__RECORDS__.
────────────────────────────────────────
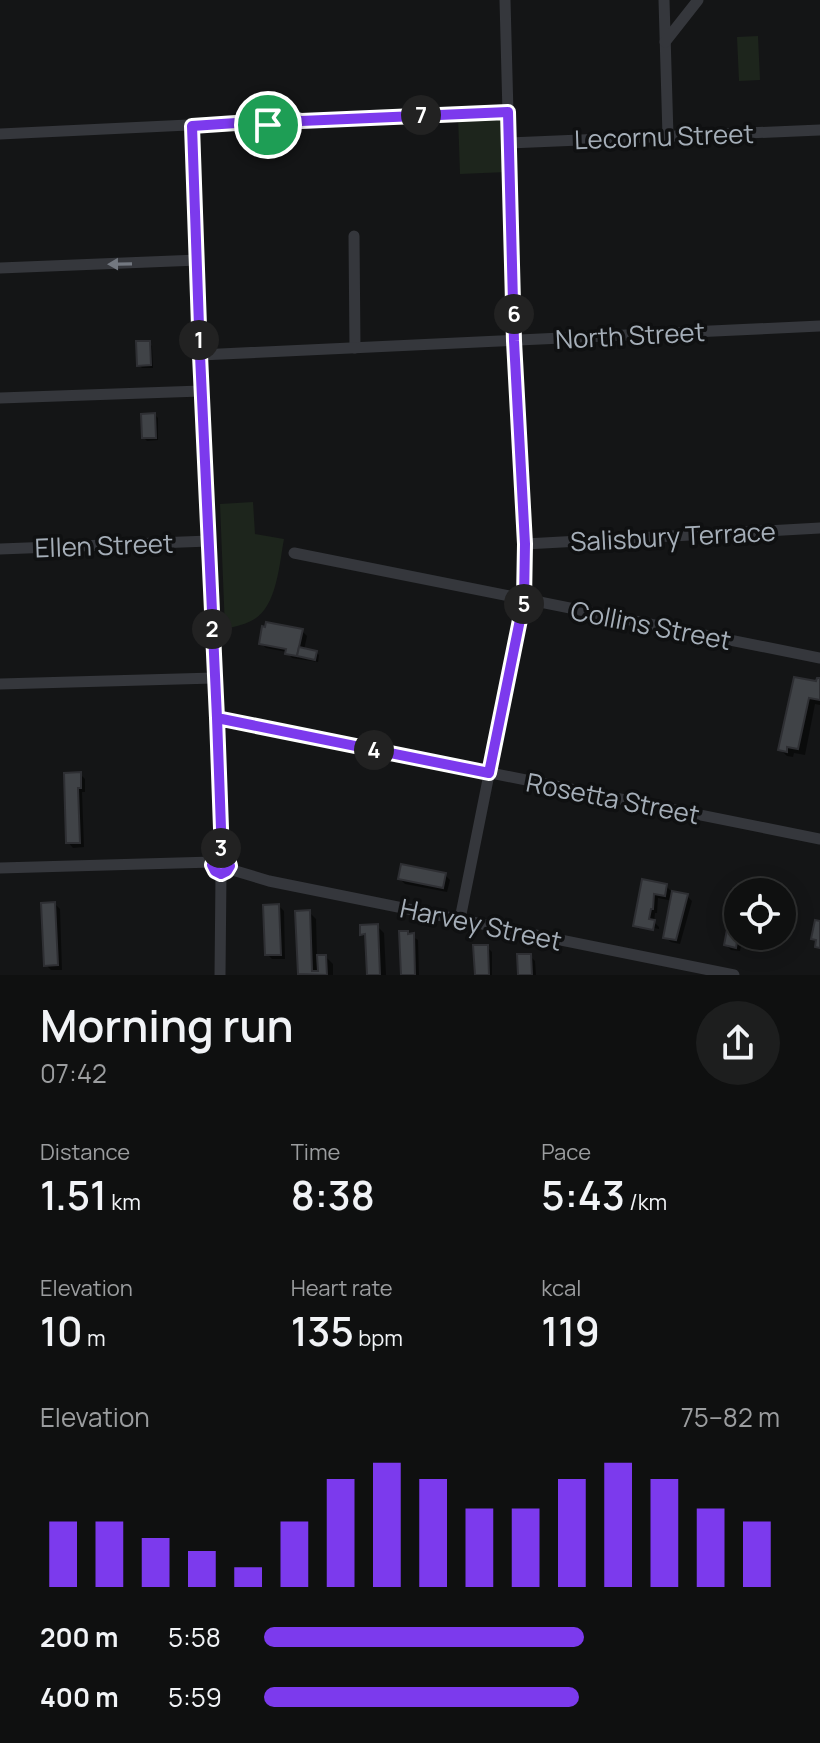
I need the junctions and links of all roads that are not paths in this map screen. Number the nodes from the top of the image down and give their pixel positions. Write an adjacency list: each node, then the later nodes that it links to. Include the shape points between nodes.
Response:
1 (505, 0): 5 (street)
2 (664, 0): 4 (street)
3 (698, 0): 4 (street)
4 (665, 42): 9 (street)
5 (508, 112): 6 (street, via 301,121 290,117 260,125); 10 (street)
6 (192, 126): 8 (street); 12 (street)
7 (820, 130): 9 (street, Lecornu Street)
8 (0, 134)
9 (668, 136): 10 (street, Lecornu Street)
10 (509, 143): 15 (street)
11 (354, 236): 16 (street)
12 (198, 260): 13 (street, one-way to 13); 17 (street)
13 (0, 268)
14 (820, 326): 15 (street, North Street)
15 (514, 341): 16 (street, North Street); 22 (street)
16 (355, 348): 17 (street, North Street)
17 (200, 355): 18 (street)
18 (201, 391): 19 (street); 21 (street)
19 (0, 398)
20 (820, 528): 22 (street, Salisbury Terrace)
21 (209, 541): 23 (street, Ellen Street); 27 (street)
22 (525, 544): 25 (street)
23 (0, 549)
24 (294, 553): 25 (street, Collins Street)
25 (524, 600): 26 (street, Collins Street); 30 (street)
26 (820, 658)
27 (214, 678): 28 (street); 29 (street)
28 (0, 684)
29 (217, 718): 30 (street, Rosetta Street); 32 (street)
30 (489, 773): 31 (street, Rosetta Street); 35 (street)
31 (820, 839)
32 (217, 859): 33 (street); 34 (street, via 215,871)
33 (0, 868)
34 (225, 871): 35 (street, Harvey Street); 36 (street)
35 (460, 919): 37 (street, Harvey Street)
36 (220, 975)
37 (734, 975)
────────────────────────────────────────
__YOUR GOAL__.
Would you please copy the material exactly, leaving all the pictures out?

__EXPECTED OUTPUT__.
I need the junctions and links of all roads that are not paths in this map screen. Number the nodes from the top of the image down and give their pixel positions. Write an adjacency list: each node, then the later nodes that it links to. Include the shape points between nodes.
Response:
1 (505, 0): 5 (street)
2 (664, 0): 4 (street)
3 (698, 0): 4 (street)
4 (665, 42): 9 (street)
5 (508, 112): 6 (street, via 301,121 290,117 260,125); 10 (street)
6 (192, 126): 8 (street); 12 (street)
7 (820, 130): 9 (street, Lecornu Street)
8 (0, 134)
9 (668, 136): 10 (street, Lecornu Street)
10 (509, 143): 15 (street)
11 (354, 236): 16 (street)
12 (198, 260): 13 (street, one-way to 13); 17 (street)
13 (0, 268)
14 (820, 326): 15 (street, North Street)
15 (514, 341): 16 (street, North Street); 22 (street)
16 (355, 348): 17 (street, North Street)
17 (200, 355): 18 (street)
18 (201, 391): 19 (street); 21 (street)
19 (0, 398)
20 (820, 528): 22 (street, Salisbury Terrace)
21 (209, 541): 23 (street, Ellen Street); 27 (street)
22 (525, 544): 25 (street)
23 (0, 549)
24 (294, 553): 25 (street, Collins Street)
25 (524, 600): 26 (street, Collins Street); 30 (street)
26 (820, 658)
27 (214, 678): 28 (street); 29 (street)
28 (0, 684)
29 (217, 718): 30 (street, Rosetta Street); 32 (street)
30 (489, 773): 31 (street, Rosetta Street); 35 (street)
31 (820, 839)
32 (217, 859): 33 (street); 34 (street, via 215,871)
33 (0, 868)
34 (225, 871): 35 (street, Harvey Street); 36 (street)
35 (460, 919): 37 (street, Harvey Street)
36 (220, 975)
37 (734, 975)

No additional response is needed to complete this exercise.